Viator Plus comprises a number of ordinary (for Shepard) shorter pieces, plus an excellent but unusual short novel. Of the shorter ones, "Chinandega" is the best. A young man travels to a backwoods town in search of his missing sister, and encounters Shepard's usual sinister presences, and a vision of the world's essential corruption.

Two stories, originally published under the pseudonym "Sally Carteret," feature the first-person story of rock singer Julie Banks. Shepard often features sympathetic women, but his viewpoint characters are normally men, with the women's interior lives not visible except via word or action. On the evidence of these stories, this choice is best for him; Julie is very masculine in her outlook.

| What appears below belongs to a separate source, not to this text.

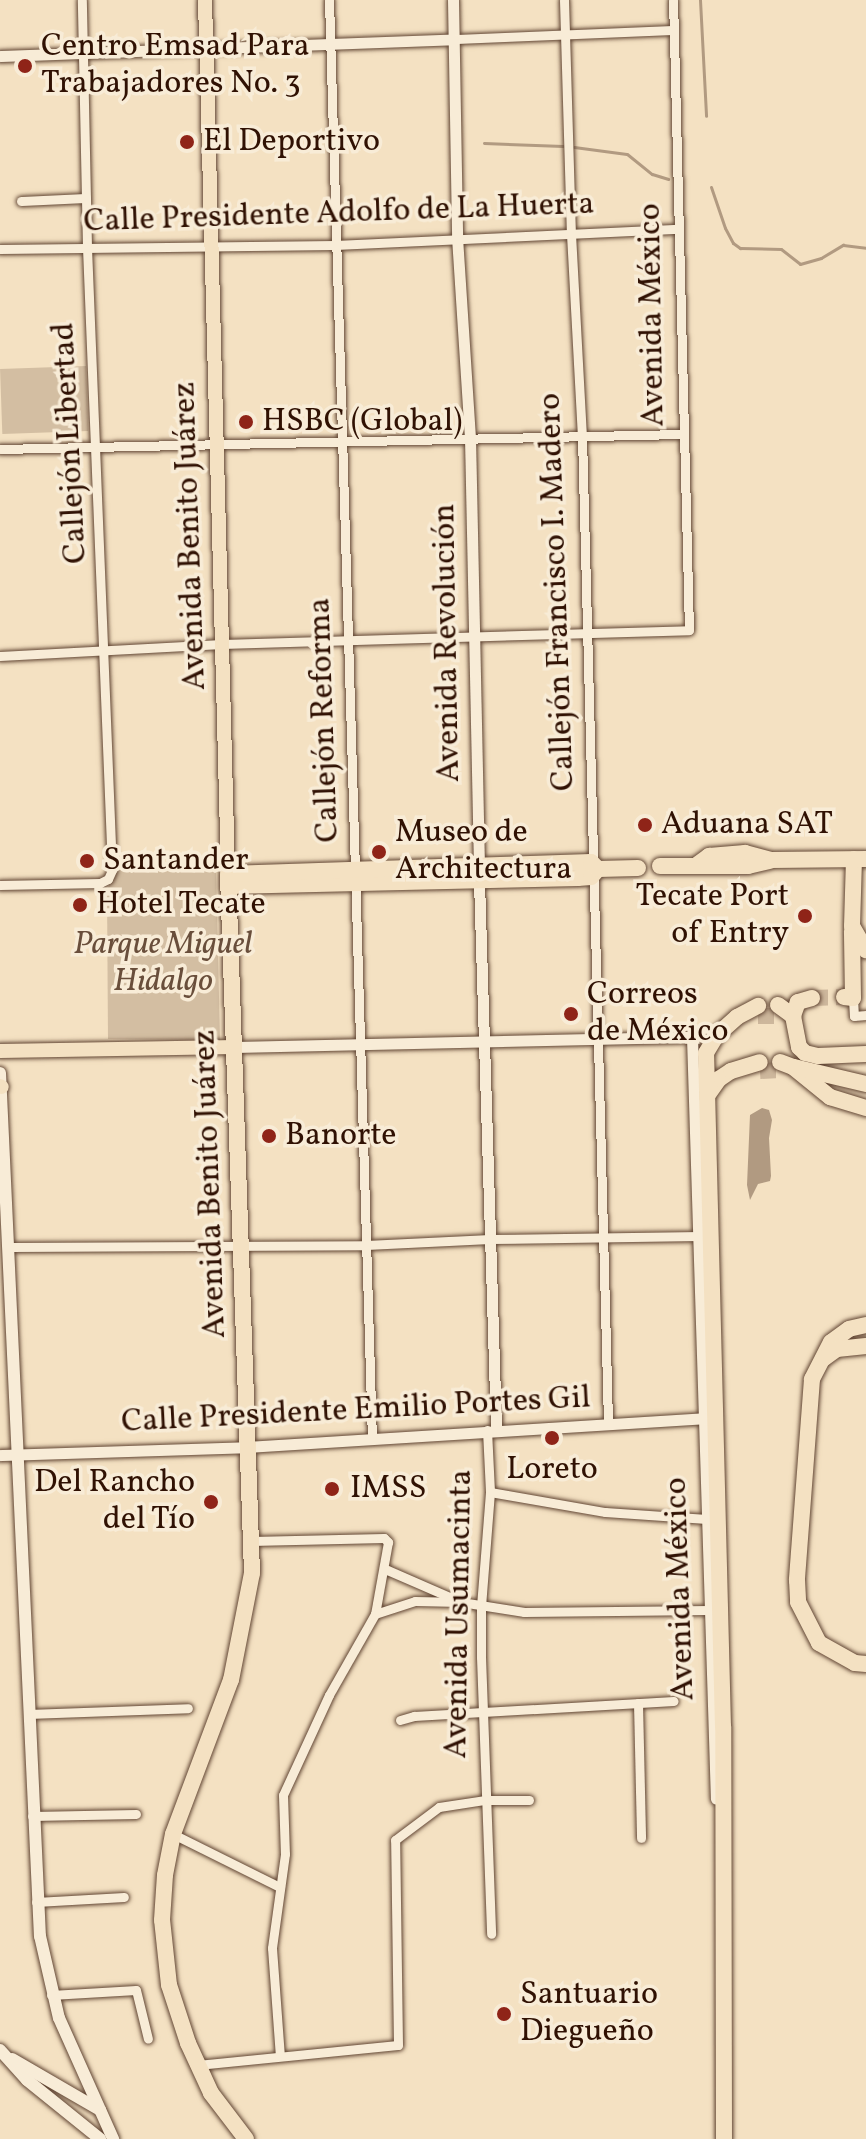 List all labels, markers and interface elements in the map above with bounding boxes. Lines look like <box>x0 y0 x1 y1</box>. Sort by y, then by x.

The real reason to read this book is the short novel, Viator, which is a greatly expanded version of the 2005 short novel of that name. Shepard has said that he was depressed while writing that earlier version -- which I haven't read.

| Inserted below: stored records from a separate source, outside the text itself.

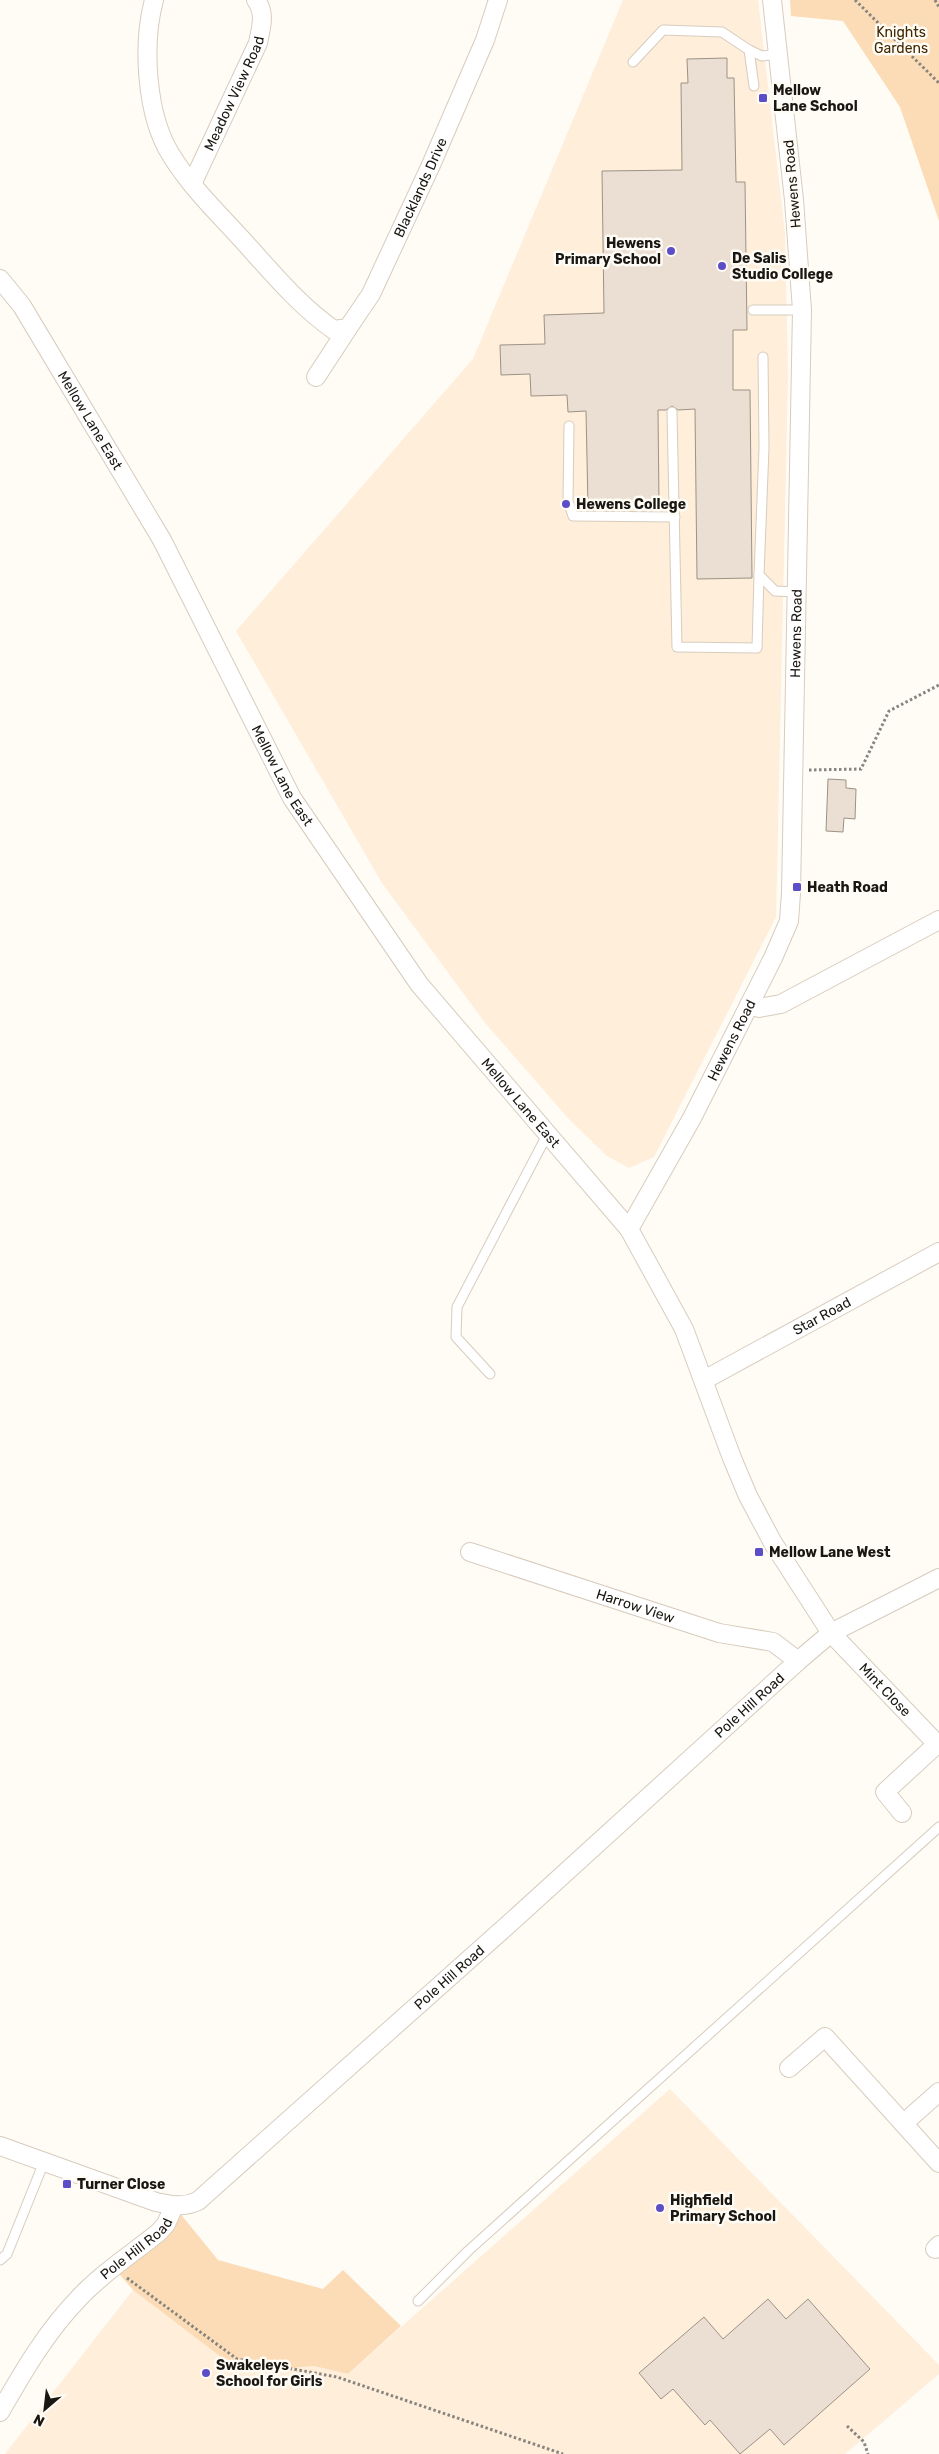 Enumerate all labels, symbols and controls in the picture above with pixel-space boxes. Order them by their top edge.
park label: Knights Gardens [874,24,928,57]
street label: Meadow View Road [201,35,268,154]
place label: Mellow Lane School [773,82,858,115]
marker: Mellow Lane School [757,92,769,104]
street label: Blacklands Drive [391,135,451,240]
street label: Hewens Road [780,139,805,229]
place label: Hewens Primary School [555,235,661,268]
marker: Hewens Primary School [665,245,677,257]
place label: De Salis Studio College [732,250,833,283]
marker: De Salis Studio College [716,260,728,272]
street label: Mellow Lane East [54,368,126,473]
place label: Hewens College [576,496,686,513]
marker: Hewens College [560,498,572,510]
street label: Hewens Road [787,589,806,678]
street label: Mellow Lane East [248,722,317,830]
place label: Heath Road [807,879,888,896]
marker: Heath Road [791,881,803,893]
street label: Hewens Road [704,997,760,1084]
street label: Mellow Lane East [477,1055,564,1152]
street label: Star Road [790,1294,854,1339]
place label: Mellow Lane West [769,1544,891,1561]
marker: Mellow Lane West [753,1546,765,1558]
street label: Harrow View [594,1586,677,1627]
street label: Mint Close [855,1660,914,1720]
street label: Pole Hill Road [711,1670,788,1742]
street label: Pole Hill Road [411,1942,488,2013]
place label: Turner Close [77,2176,165,2193]
marker: Turner Close [61,2178,73,2190]
place label: Highfield Primary School [670,2192,776,2225]
marker: Highfield Primary School [654,2202,666,2214]
street label: Pole Hill Road [97,2216,177,2283]
place label: Swakeleys School for Girls [216,2357,323,2390]
marker: Swakeleys School for Girls [200,2367,212,2379]
north arrow [20,2384,70,2434]
text: N [31,2410,48,2430]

The new Viator is a departure for this author. Not so much in theme and imagery, which are usual for him: a socially and economically marginal man is thrown together with men like himself, in a marginal place, and begins to encounter phenomena outside his - or anyone's - experience. Viator is a seagoing freighter which was beached in Alaska years ago. It is now home to several men, hired for obscure purposes, asked to perform investigations with unclear purpose. The freighter's surroundings are improbably tropical for Alaska, and the sounds and sights of otherworldly creatures and places become progressively more apparent as the men's behaviors and obsessions become ever stranger.

Contrasted to this scene is the nearby, quite mundane Alaskan town which Shepard's protagonist visits, and where he begins a romance with the wary owner of the general store. The greater than usual length here allows the author to round out their story more completely than he usually does. Their relationship is appealing and convincing as each dares to hope for more than life has brought before.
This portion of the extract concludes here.